# Source data:
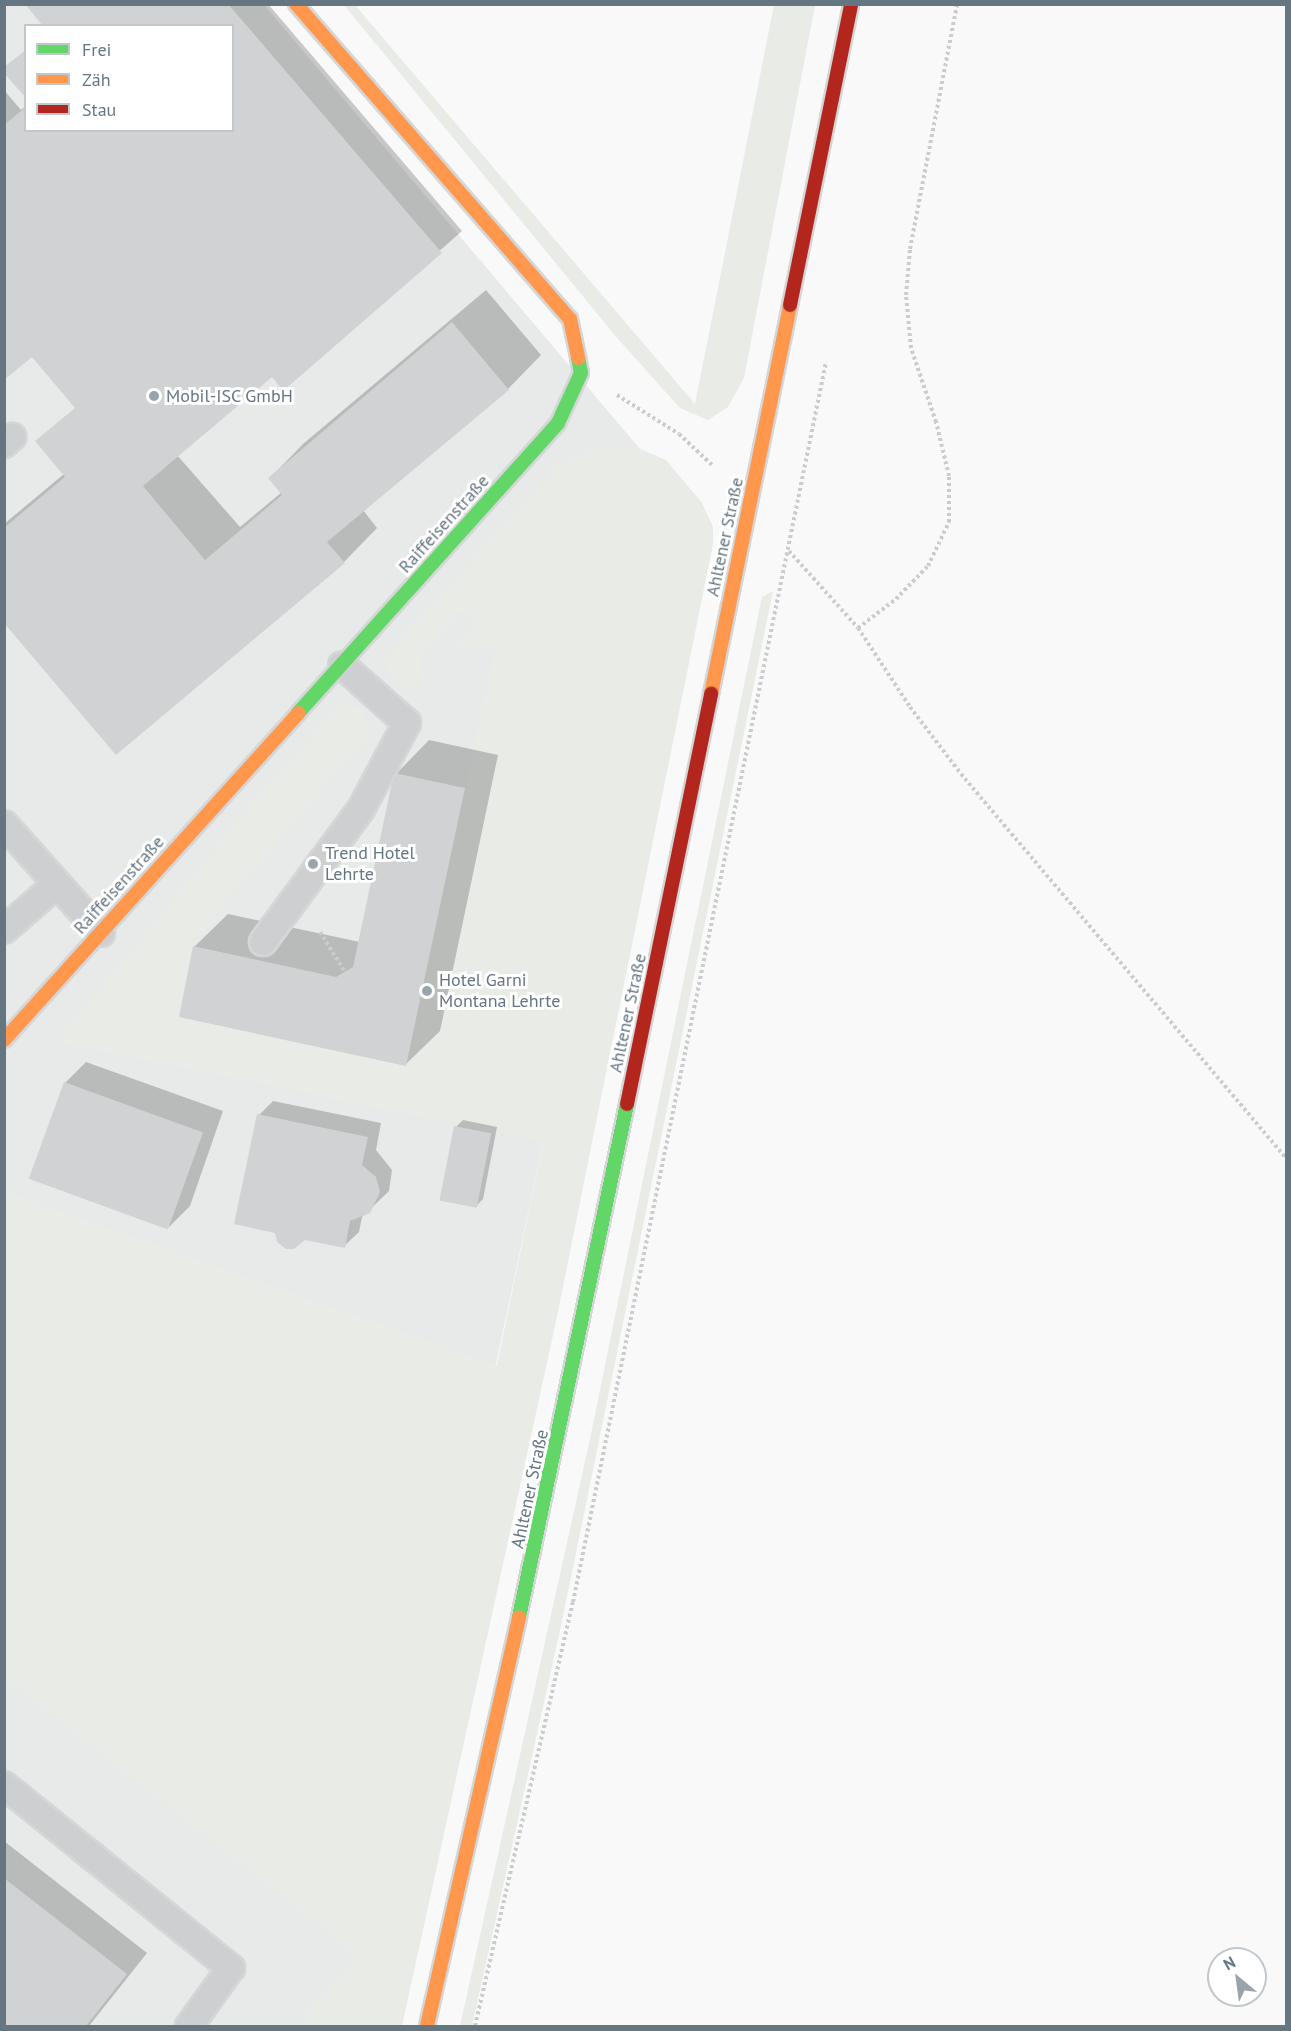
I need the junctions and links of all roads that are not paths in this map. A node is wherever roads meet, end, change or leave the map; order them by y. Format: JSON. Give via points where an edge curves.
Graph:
{"nodes":[{"id":1,"x":296,"y":4,"type":"edge"},
{"id":2,"x":851,"y":4,"type":"edge"},
{"id":3,"x":342,"y":665,"type":"junction"},
{"id":4,"x":4,"y":824,"type":"edge"},
{"id":5,"x":57,"y":884,"type":"junction"},
{"id":6,"x":4,"y":930,"type":"edge"},
{"id":7,"x":101,"y":933,"type":"junction"},
{"id":8,"x":263,"y":942,"type":"dead end"},
{"id":9,"x":4,"y":1040,"type":"edge"},
{"id":10,"x":4,"y":1785,"type":"edge"},
{"id":11,"x":189,"y":2026,"type":"edge"},
{"id":12,"x":427,"y":2026,"type":"edge"}],
"edges":[{"from":1,"to":3,"type":"main road","name":"Raiffeisenstraße","via":[[570,319],[581,373],[558,423]]},
{"from":2,"to":12,"type":"main road","name":"Ahltener Straße","via":[[554,1464]]},
{"from":3,"to":7,"type":"main road","name":"Raiffeisenstraße"},
{"from":3,"to":8,"type":"lane","via":[[407,723],[361,809]]},
{"from":4,"to":5,"type":"lane"},
{"from":5,"to":6,"type":"lane"},
{"from":5,"to":7,"type":"lane"},
{"from":7,"to":9,"type":"main road","name":"Raiffeisenstraße"},
{"from":10,"to":11,"type":"lane","via":[[231,1968]]}]}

# Activity:
Would you write out the data exactly, with no pictures in the copy?

# Result of this exercise:
I need the junctions and links of all roads that are not paths in this map. A node is wherever roads meet, end, change or leave the map; order them by y. Format: JSON. Give via points where an edge curves.
Graph:
{"nodes":[{"id":1,"x":296,"y":4,"type":"edge"},
{"id":2,"x":851,"y":4,"type":"edge"},
{"id":3,"x":342,"y":665,"type":"junction"},
{"id":4,"x":4,"y":824,"type":"edge"},
{"id":5,"x":57,"y":884,"type":"junction"},
{"id":6,"x":4,"y":930,"type":"edge"},
{"id":7,"x":101,"y":933,"type":"junction"},
{"id":8,"x":263,"y":942,"type":"dead end"},
{"id":9,"x":4,"y":1040,"type":"edge"},
{"id":10,"x":4,"y":1785,"type":"edge"},
{"id":11,"x":189,"y":2026,"type":"edge"},
{"id":12,"x":427,"y":2026,"type":"edge"}],
"edges":[{"from":1,"to":3,"type":"main road","name":"Raiffeisenstraße","via":[[570,319],[581,373],[558,423]]},
{"from":2,"to":12,"type":"main road","name":"Ahltener Straße","via":[[554,1464]]},
{"from":3,"to":7,"type":"main road","name":"Raiffeisenstraße"},
{"from":3,"to":8,"type":"lane","via":[[407,723],[361,809]]},
{"from":4,"to":5,"type":"lane"},
{"from":5,"to":6,"type":"lane"},
{"from":5,"to":7,"type":"lane"},
{"from":7,"to":9,"type":"main road","name":"Raiffeisenstraße"},
{"from":10,"to":11,"type":"lane","via":[[231,1968]]}]}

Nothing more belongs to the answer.